Existing microelectromechanical devices can determine the mass of tiny objects weighing 10-18 grams (attograms). However, all such devices require extremely controlled conditions in which to work, such as high vacuum, extremely low temperatures and superconducting magnets. This is because it is difficult to detect the miniscule mechanical motion of the tiny machines, which typically consist of an oscillating cantilever made from a small wafer of semiconducting material a few microns long and several hundred nanometres wide.

The Caltech team's approach is fundamentally different in that it has used metallic films as the sensing layer material in its cantilevers instead of the commonly used semiconductors. The researchers say that their technique overcomes a mindset in sensing that has thwarted the realization of such nanoscale sensors so far. "This change not only greatly simplifies the fabrication process, but also enables us to make extremely small working devices at the nanoscale," explains team member Mo Li. Equally important is the fact that the researchers can detect accurately the mechanical motion of their devices, even when the machines are moving at very high frequencies of between 30 MHz and 300 MHz – something that was impossible with cantilevers made from semiconducting materials.

Another unexpected property of these nanocantilevers, compared with microcantilevers, is their substantially reduced viscous damping when operated at atmospheric pressure. This is because their small cross-sectional dimensions (400 nm wide by 80 nm thick) are on par with the mean free path of air molecules in the atmosphere (around 65 nm). The nanodevices can therefore operate under ambient conditions.

Roukes and colleagues demonstrated that their cantilevers can measure masses on the attogram scale with a resolution of just 100 zeptograms (10-19 grams) – a new record under these conditions.

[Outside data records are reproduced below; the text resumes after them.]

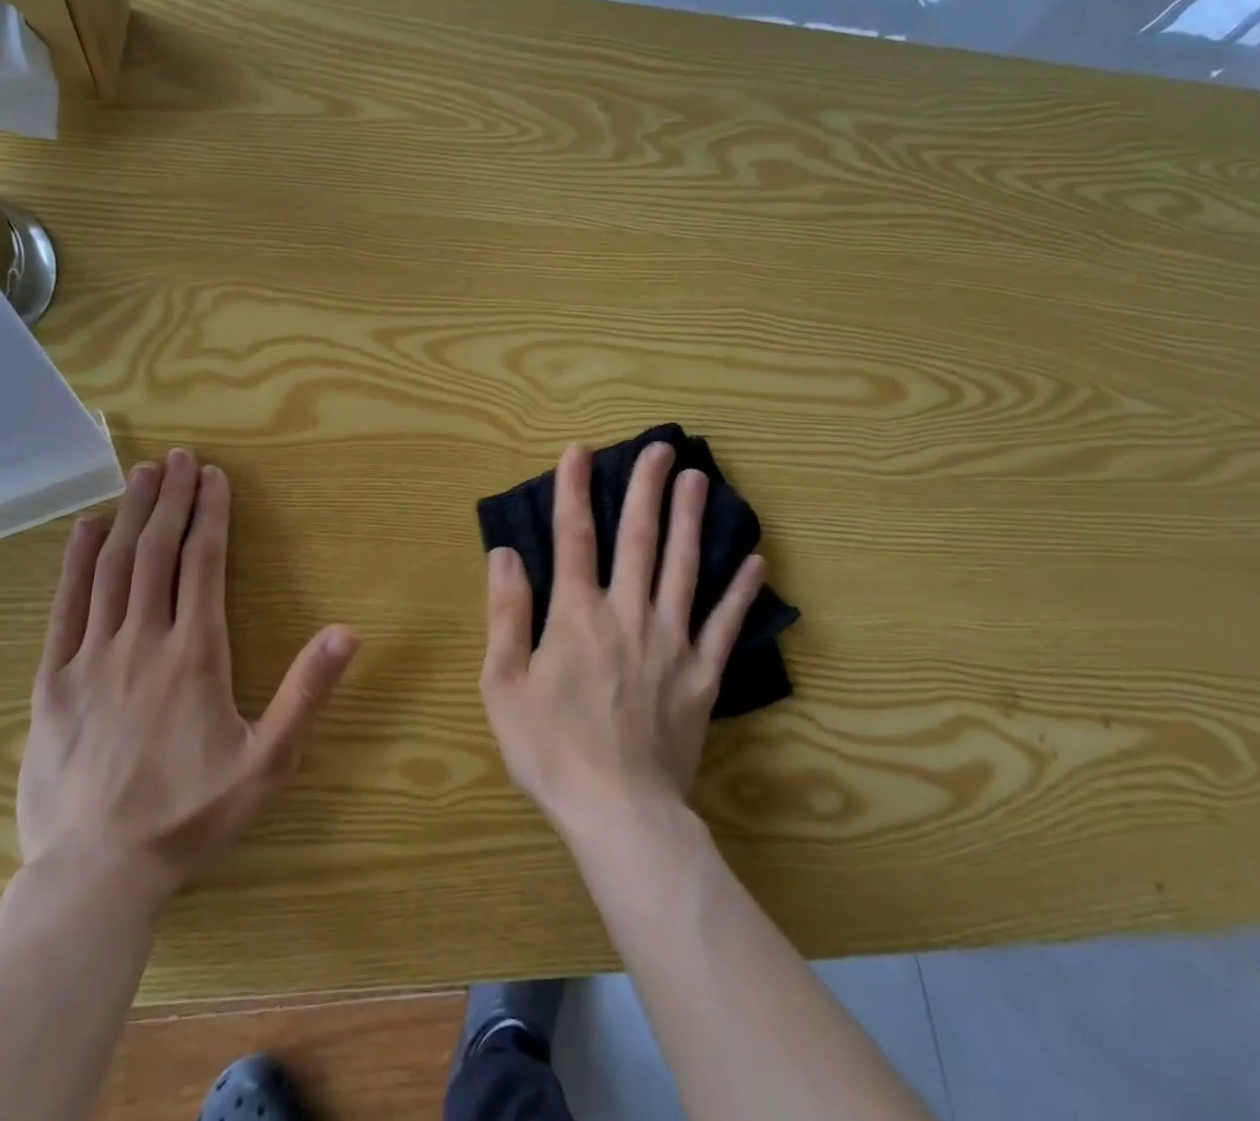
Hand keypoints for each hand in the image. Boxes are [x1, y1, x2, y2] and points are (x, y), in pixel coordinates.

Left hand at [17, 449, 359, 900]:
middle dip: (171, 499)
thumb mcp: (269, 763)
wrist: (94, 878)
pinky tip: (85, 531)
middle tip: (179, 457)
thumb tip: (348, 631)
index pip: (204, 563)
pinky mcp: (52, 682)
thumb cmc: (191, 817)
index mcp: (195, 654)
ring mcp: (90, 658)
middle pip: (157, 552)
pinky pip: (65, 607)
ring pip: (112, 568)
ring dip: (129, 516)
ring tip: (141, 475)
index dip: (211, 514)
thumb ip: (309, 693)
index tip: (215, 476)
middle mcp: (142, 641)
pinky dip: (75, 562)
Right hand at [479, 442, 764, 838]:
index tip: (580, 451)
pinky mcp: (702, 674)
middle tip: (662, 448)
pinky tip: (756, 561)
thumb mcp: (504, 684)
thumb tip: (504, 554)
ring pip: (685, 568)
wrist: (619, 812)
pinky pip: (725, 624)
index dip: (574, 490)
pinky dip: (741, 591)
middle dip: (647, 489)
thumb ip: (506, 613)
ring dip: (692, 520)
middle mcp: (628, 614)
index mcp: (577, 615)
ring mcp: (672, 642)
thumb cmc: (551, 749)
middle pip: (639, 539)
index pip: (573, 537)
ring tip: (701, 480)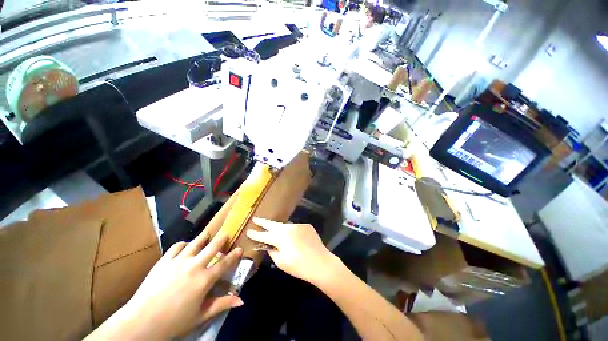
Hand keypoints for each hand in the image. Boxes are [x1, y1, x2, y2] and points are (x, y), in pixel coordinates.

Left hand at [95, 233, 243, 338]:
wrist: (141, 321)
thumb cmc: (174, 322)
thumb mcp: (201, 316)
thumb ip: (222, 305)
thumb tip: (241, 301)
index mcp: (205, 280)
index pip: (225, 263)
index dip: (234, 255)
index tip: (240, 248)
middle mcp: (195, 266)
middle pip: (212, 247)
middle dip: (221, 239)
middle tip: (226, 234)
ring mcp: (179, 261)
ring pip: (196, 243)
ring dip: (204, 237)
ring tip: (208, 234)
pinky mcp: (165, 261)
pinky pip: (177, 247)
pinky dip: (184, 244)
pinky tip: (186, 246)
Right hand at [246, 217, 337, 284]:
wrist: (321, 263)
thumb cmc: (299, 266)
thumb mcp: (281, 262)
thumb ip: (272, 251)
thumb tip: (268, 246)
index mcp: (280, 237)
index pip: (264, 235)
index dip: (255, 234)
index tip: (249, 231)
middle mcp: (288, 227)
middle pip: (273, 224)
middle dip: (263, 222)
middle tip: (256, 219)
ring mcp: (298, 225)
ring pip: (284, 226)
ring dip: (278, 228)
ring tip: (273, 230)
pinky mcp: (306, 226)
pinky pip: (295, 228)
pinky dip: (291, 232)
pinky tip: (293, 239)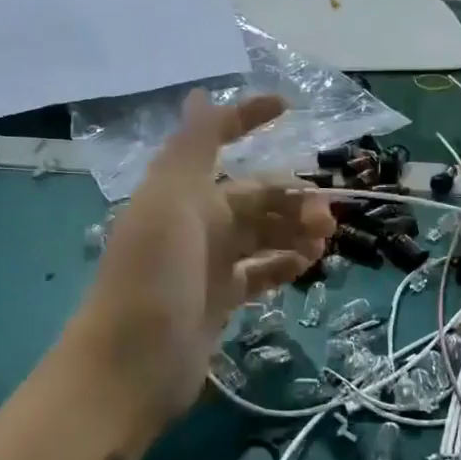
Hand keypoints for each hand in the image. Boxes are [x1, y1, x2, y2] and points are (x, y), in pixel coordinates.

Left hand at [64, 91, 333, 442]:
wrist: (132, 365)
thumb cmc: (153, 276)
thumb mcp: (169, 201)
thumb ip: (191, 148)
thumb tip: (201, 94)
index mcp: (180, 192)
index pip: (216, 141)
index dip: (247, 119)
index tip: (289, 107)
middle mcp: (194, 222)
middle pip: (252, 196)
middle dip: (290, 197)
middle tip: (328, 215)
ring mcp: (207, 264)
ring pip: (261, 234)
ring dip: (293, 230)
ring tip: (324, 241)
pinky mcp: (219, 301)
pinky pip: (259, 272)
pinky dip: (283, 264)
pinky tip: (307, 266)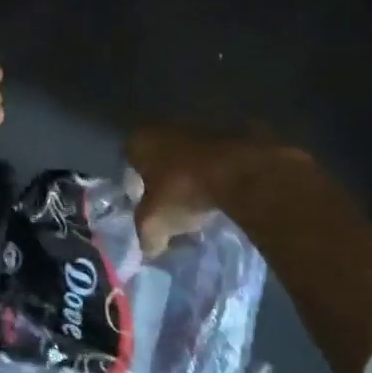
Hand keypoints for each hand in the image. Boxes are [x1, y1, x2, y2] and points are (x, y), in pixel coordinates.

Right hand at [126, 128, 309, 257]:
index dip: (135, 184)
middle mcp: (167, 125)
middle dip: (165, 177)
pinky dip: (218, 168)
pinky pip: (217, 154)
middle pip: (160, 154)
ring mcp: (203, 124)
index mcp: (142, 140)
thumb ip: (146, 236)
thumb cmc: (185, 190)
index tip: (145, 204)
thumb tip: (149, 249)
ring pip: (190, 153)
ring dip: (193, 172)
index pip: (129, 161)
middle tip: (172, 203)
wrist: (242, 170)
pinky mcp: (233, 129)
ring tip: (201, 199)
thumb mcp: (155, 223)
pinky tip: (224, 190)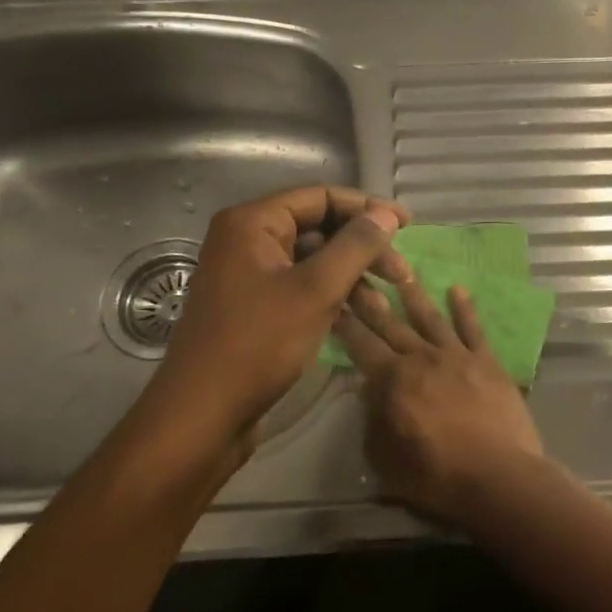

"These nanocantilevers are very versatile platforms for diverse sensing applications," said Li. "One ongoing project in our group has already shown that these devices are very sensitive, fast chemical gas sensors that could be used in chemical weapons detection, for example." Other potential applications include electromechanical "noses" for breath analysis and early disease diagnosis, batch fabricated pressure sensors and even components for pace makers, he added.

The Caltech physicists would now like to create an array of hundreds of individual cantilevers, each of which is tailored to detect specific chemical species. They describe such a device as the electromechanical equivalent of a dog's nose.

The team will report its work in the journal Nature Nanotechnology.